The Bench observed -

"7. On careful consideration of the submissions made by both sides, I find that the issue involved in this case is regarding service tax to be discharged on the amounts of commission received by the appellant from the Govt. of India. It is seen from the record that the appellant is claiming that they have discharged the entire service tax liability and in respect of which they have produced a certificate issued by the Chief Manager, Main Branch, Surat, which indicate discharge of service tax liability from September 2004 to July 2005. It is the claim of the Chartered Accountant that these amounts include the service tax liability which has been arrived at by the lower authorities as short payment.
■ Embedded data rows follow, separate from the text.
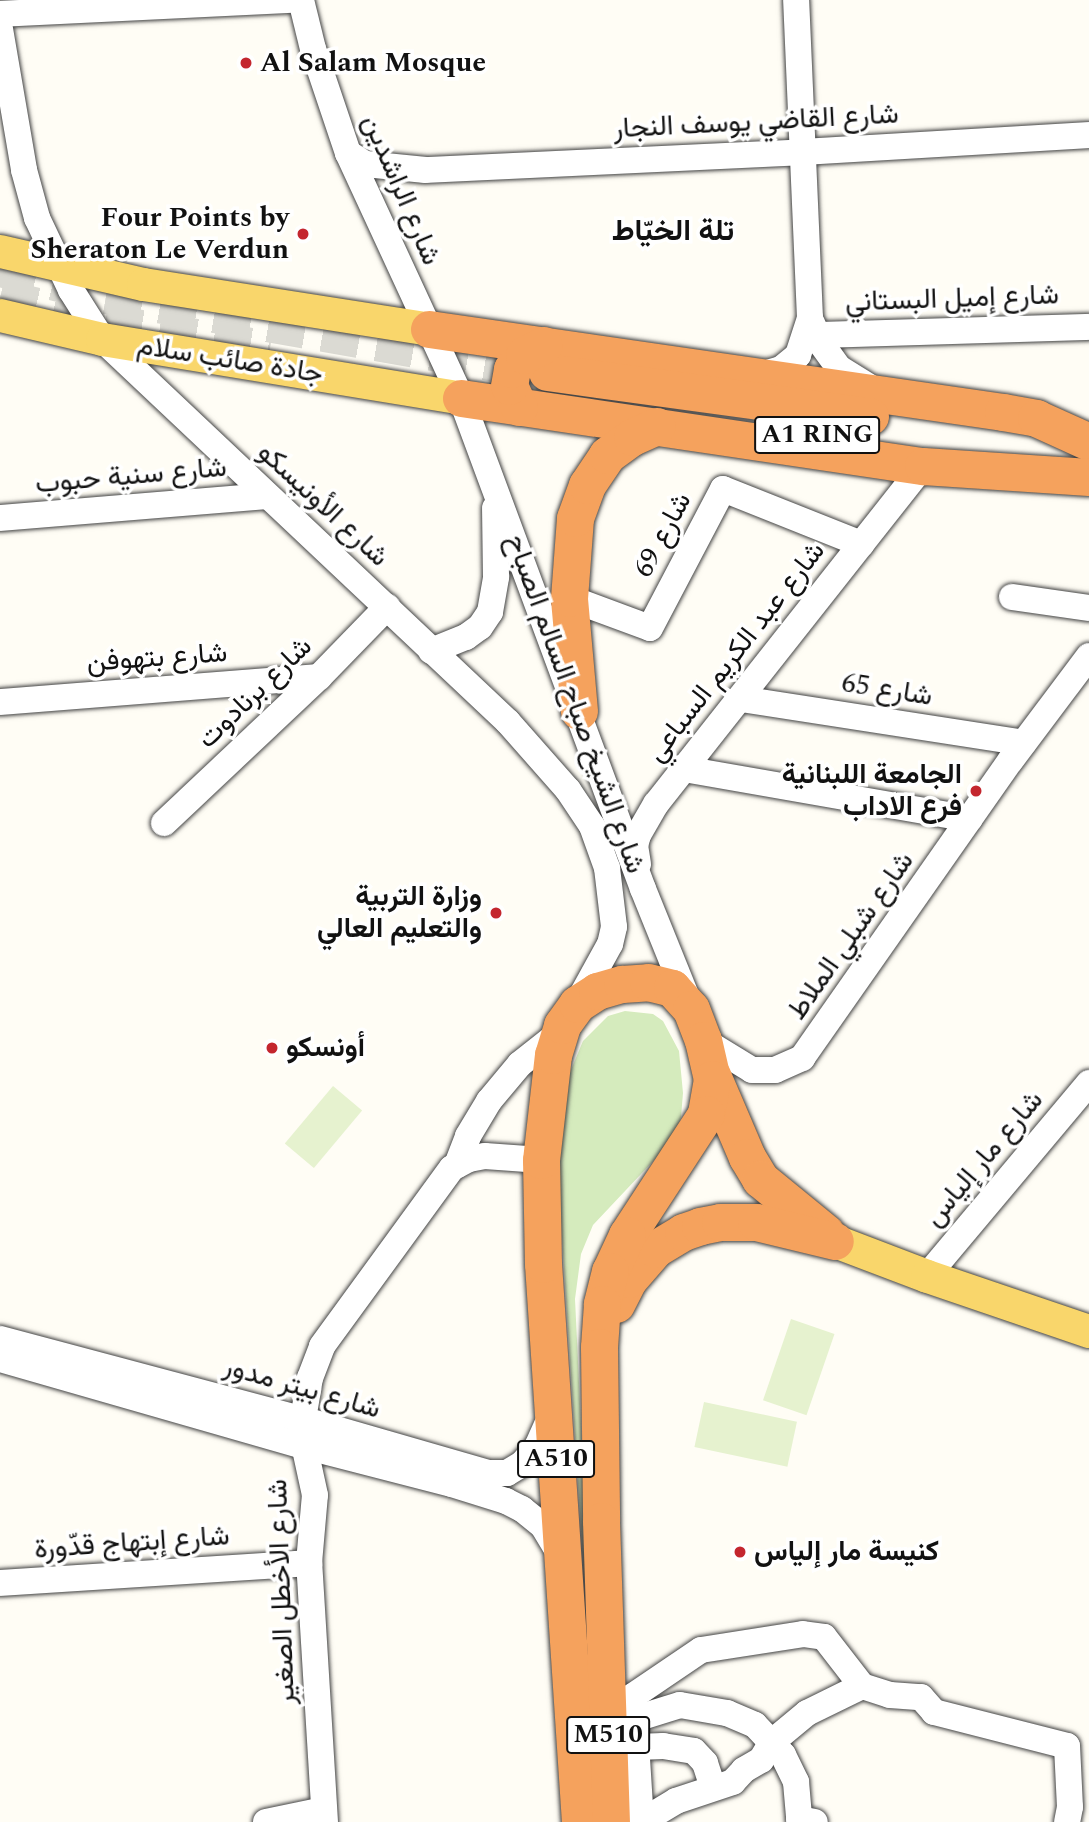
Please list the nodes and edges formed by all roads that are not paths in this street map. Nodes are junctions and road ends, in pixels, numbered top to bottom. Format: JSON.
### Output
{"nodes":[{"id":1,"x":290,"y":0,"type":"edge"},
{"id":2,"x":300,"y":0,"type":"edge"},
{"id":3,"x":796,"y":0,"type":"edge"},
{"id":4,"x":0,"y":14,"type":"edge"},
{"id":5,"x":0,"y":29,"type":"edge"},
{"id":6,"x":1089,"y":135,"type":"edge"},
{"id":7,"x":803,"y":152,"type":"junction"},
{"id":8,"x":348,"y":153,"type":"junction"},
{"id":9,"x":426,"y":170,"type":"junction"},
{"id":10,"x":373,"y":212,"type":"junction"},
{"id":11,"x":0,"y":251,"type":"edge"},
{"id":12,"x":59,"y":267,"type":"junction"},
{"id":13,"x":0,"y":315,"type":"edge"},
{"id":14,"x":813,"y":327,"type":"junction"},
{"id":15,"x":1089,"y":327,"type":"edge"},
{"id":16,"x":429,"y":329,"type":"junction"},
{"id":17,"x":102,"y":339,"type":"junction"},
{"id":18,"x":760,"y":375,"type":"junction"},
{"id":19,"x":539,"y":380,"type":"junction"},
{"id":20,"x":881,"y":393,"type":"junction"},
{"id":21,"x":461,"y":398,"type":"junction"},
{"id":22,"x":657,"y":426,"type":"junction"},
{"id":23,"x":1089,"y":444,"type":"edge"},
{"id":24,"x":923,"y":466,"type":"junction"},
{"id":25,"x":1089,"y":477,"type":"edge"},
{"id":26,"x":493,"y":480,"type":"junction"},
{"id":27,"x":266,"y":496,"type":"junction"},
{"id":28,"x":0,"y":518,"type":"edge"},
{"id":29,"x":861,"y":544,"type":"junction"},
{"id":30,"x":1012,"y":597,"type":"dead end"},
{"id":31,"x":569,"y":598,"type":"junction"},
{"id":32,"x":387,"y":607,"type":"junction"},
{"id":33,"x":1089,"y":608,"type":"edge"},
{"id":34,"x":431,"y":651,"type":"junction"},
{"id":35,"x":1089,"y":656,"type":"edge"},
{"id":36,"x":319,"y":677,"type":"junction"},
{"id":37,"x":741,"y":699,"type":"junction"},
{"id":38,"x":2,"y":702,"type":"edge"},
{"id":39,"x":579,"y":711,"type":"junction"},
{"id":40,"x":1024,"y":743,"type":"junction"},
{"id":41,"x":684,"y":769,"type":"junction"},
{"id":42,"x":970,"y":819,"type":"junction"},
{"id":43,"x":164,"y":823,"type":"dead end"},
{"id":44,"x":643,"y":890,"type":"junction"},
{"id":45,"x":568,"y":1019,"type":"junction"},
{"id":46,"x":701,"y":1036,"type":"junction"},
{"id":47,"x":1089,"y":1083,"type":"edge"},
{"id":48,"x":541,"y":1160,"type":"junction"},
{"id":49,"x":457,"y":1165,"type":"junction"},
{"id":50,"x":835,"y":1241,"type":"junction"},
{"id":51,"x":927,"y":1276,"type":"junction"},
{"id":52,"x":1089,"y":1331,"type":"edge"},
{"id":53,"x":0,"y":1339,"type":"edge"},
{"id":54,"x":599,"y":1347,"type":"junction"},
{"id":55,"x":0,"y":1359,"type":"edge"},
{"id":56,"x":553,"y":1409,"type":"junction"},
{"id":57,"x":222,"y":1410,"type":"junction"},
{"id":58,"x":301,"y":1419,"type":"junction"},
{"id":59,"x":304,"y":1446,"type":"junction"},
{"id":60,"x":561,"y":1555,"type":"junction"},
{"id":61,"x":309,"y":1563,"type":"junction"},
{"id":62,"x":0,"y":1583,"type":"edge"},
{"id":63,"x":604,"y":1647,"type":"junction"},
{"id":64,"x":567,"y":1653,"type":"junction"},
{"id":65,"x":862,"y":1686,"type":"junction"},
{"id":66,"x":635,"y":1719,"type":"junction"},
{"id":67,"x":772,"y":1742,"type":"junction"},
{"id":68,"x":637,"y":1747,"type":"junction"},
{"id":69,"x":713,"y":1787,"type":"junction"},
{"id":70,"x":325,"y":1816,"type":"edge"},
{"id":71,"x":265,"y":1822,"type":"edge"},
{"id":72,"x":563,"y":1822,"type":"edge"},
{"id":73,"x":580,"y":1822,"type":"edge"},
{"id":74,"x":611,"y":1822,"type":"edge"},
{"id":75,"x":632,"y":1822,"type":"edge"},
{"id":76,"x":815,"y":1822,"type":"edge"},
{"id":77,"x":1067,"y":1822,"type":"edge"}],
"edges":[{"from":1,"to":4,"type":"street"},
{"from":2,"to":8,"type":"street","name":"شارع الراشدين"},
{"from":3,"to":7,"type":"street"},
{"from":5,"to":12,"type":"street","name":"شارع الأونيسكو"},
{"from":6,"to":7,"type":"street","name":"شارع القاضي يوسف النجار"},
{"from":7,"to":9,"type":"street","name":"شارع القاضي يوسف النجار"},
{"from":7,"to":14,"type":"street"},
{"from":8,"to":9,"type":"street","name":"شارع القاضي يوسف النجار"},
{"from":8,"to":10,"type":"street","name":"شارع الراشدين"},
{"from":9,"to":10,"type":"street","name":"شارع القاضي يوسف النجار"},
{"from":10,"to":16,"type":"street","name":"شارع الراشدين"},
{"from":11,"to":12,"type":"main road"},
{"from":12,"to":16,"type":"main road"},
{"from":12,"to":17,"type":"street","name":"شارع الأونيسكو"},
{"from":13,"to":17,"type":"main road","name":"جادة صائب سلام"},
{"from":14,"to":15,"type":"street","name":"شارع إميل البستاني"},
{"from":14,"to":18,"type":"street"},
{"from":14,"to":20,"type":"street"},
{"from":16,"to":19,"type":"highway"},
{"from":16,"to":21,"type":"street","name":"شارع الراشدين"},
{"from":17,"to":21,"type":"main road","name":"جادة صائب سلام"},
{"from":17,"to":27,"type":"street","name":"شارع الأونيسكو"},
{"from":18,"to":19,"type":"highway"},
{"from":18,"to":20,"type":"highway"},
{"from":19,"to":21,"type":"highway"},
{"from":19,"to":22,"type":"highway"},
{"from":19,"to":23,"type":"highway","number":"A1 RING"},
{"from":19,"to":25,"type":"highway","number":"A1 RING"},
{"from":20,"to":23,"type":"highway"},
{"from":21,"to":26,"type":"street","name":"شارع الشيخ صباح السالم الصباح"},
{"from":22,"to":24,"type":"highway"},
{"from":22,"to":31,"type":"highway"},
{"from":24,"to":25,"type":"highway"},
{"from":24,"to":29,"type":"street","name":"شارع عبد الكريم السباعي"},
{"from":26,"to":34,"type":"street"},
{"from":26,"to":39,"type":"street","name":"شارع الشيخ صباح السالم الصباح"},
{"from":27,"to":28,"type":"street","name":"شارع سنية حبوب"},
{"from":27,"to":32,"type":"street","name":"شارع الأونيسكو"},
{"from":29,"to":31,"type":"street","name":"شارع 69"},
{"from":29,"to":37,"type":"street","name":"شارع عبد الكريم السباعي"},
{"from":30,"to":33,"type":"street"},
{"from":31,"to":39,"type":"highway"},
{"from":32,"to":34,"type":"street","name":"شارع الأونيسكو"},
{"from":32,"to":36,"type":"street","name":"شارع برنادوت"},
{"from":34,"to":45,"type":"street","name":"شارع الأونيسكو"},
{"from":35,"to":40,"type":"street","name":"شارع شبلي الملاط"},
{"from":36,"to":38,"type":"street","name":"شارع بتهوفن"},
{"from":36,"to":43,"type":"street","name":"شارع برنادوت"},
{"from":37,"to":40,"type":"street","name":"شارع 65"},
{"from":37,"to":41,"type":"street","name":"شارع عبد الكريم السباعي"},
{"from":39,"to":44,"type":"street","name":"شارع الشيخ صباح السالم الصباح"},
{"from":40,"to":42,"type":"street","name":"شارع شبلي الملاط"},
{"from":41,"to":42,"type":"street"},
{"from":41,"to":44,"type":"street","name":"شارع عبد الكريم السباعي"},
{"from":42,"to":46,"type":"street","name":"شارع شبلي الملاط"},
{"from":44,"to":46,"type":"street","name":"شارع الشيخ صباح السالم الصباح"},
{"from":45,"to":46,"type":"highway"},
{"from":45,"to":48,"type":"highway","number":"A510"},
{"from":45,"to":49,"type":"street"},
{"from":46,"to":50,"type":"highway"},
{"from":46,"to":54,"type":"highway","number":"A510"},
{"from":47,"to":51,"type":"street","name":"شارع مار إلياس"},
{"from":48,"to":49,"type":"street"},
{"from":48,"to":56,"type":"highway","number":"A510"},
{"from":49,"to":58,"type":"street","name":"شارع الأخطل الصغير"},
{"from":50,"to":51,"type":"main road"},
{"from":50,"to":54,"type":"highway"},
{"from":51,"to":52,"type":"main road"},
{"from":53,"to":57,"type":"street","name":"شارع بيتر مدور"},
{"from":54,"to":63,"type":"highway","number":"A510"},
{"from":55,"to":57,"type":"street","name":"شارع بيتر مدور"},
{"from":56,"to":58,"type":"street","name":"شارع بيتر مدور"},
{"from":56,"to":60,"type":"highway","number":"A510"},
{"from":57,"to":58,"type":"street","name":"شارع بيتر مدور"},
{"from":57,"to":59,"type":"street","name":"شارع بيتر مدور"},
{"from":58,"to":59,"type":"street","name":"شارع الأخطل الصغير"},
{"from":59,"to":60,"type":"street","name":"شارع بيتر مدور"},
{"from":59,"to":61,"type":"street","name":"شارع الأخطل الصغير"},
{"from":60,"to":64,"type":"highway","number":"A510"},
{"from":61,"to":62,"type":"street","name":"شارع إبتهاج قدّورة"},
{"from":61,"to":70,"type":"street","name":"شارع الأخطل الصغير"},
{"from":63,"to":74,"type":"highway","number":"M510"},
{"from":63,"to":75,"type":"highway"},
{"from":64,"to":72,"type":"highway"},
{"from":64,"to":73,"type":"highway","number":"M510"},
{"from":65,"to":66,"type":"street"},
{"from":65,"to":67,"type":"street"},
{"from":65,"to":77,"type":"street"},
{"from":66,"to":67,"type":"street"},
{"from":66,"to":68,"type":"street"},
{"from":67,"to":69,"type":"street"},
{"from":67,"to":76,"type":"street"},
{"from":68,"to":69,"type":"street"},
{"from":68,"to":69,"type":"street"},
{"from":70,"to":71,"type":"street"}]}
8. Since the assessee, State Bank of India has discharged the service tax liability before the issuance of show cause notice and there being a claim that the records are lost in flood in the year 2005, I have to hold that the certificate produced by the learned advocate to be correct as on date. Since the appellant, State Bank of India has already discharged the service tax liability and in my opinion, such service tax liability need not have been paid by them as per the decision given by this Bench in the case of Canara Bank (wherein I was one of the Member). I find that there is no reason for visiting the appellant with penalty that has been imposed by the lower authorities. In the case of appellant, the appeal is for setting aside the penalty imposed under Section 78 of the Finance Act, 1994.

8. Since I have already held that the appellant has discharged the service tax liability, as per the certificate produced by the Chartered Accountant, the service tax liability having been discharged, and held that the appellant is not required to be visited with the penalty under Section 78, under the same analogy, I find that the appellant is not to be visited with any penalty under Section 76 of the Finance Act, 1994 as has been pleaded by the Revenue in their appeal."

In fine, the assessee's appeal for setting aside the penalty imposed by the lower authorities was allowed and Revenue's appeal for imposing penalty under Section 76 of the Finance Act, 1994 was rejected.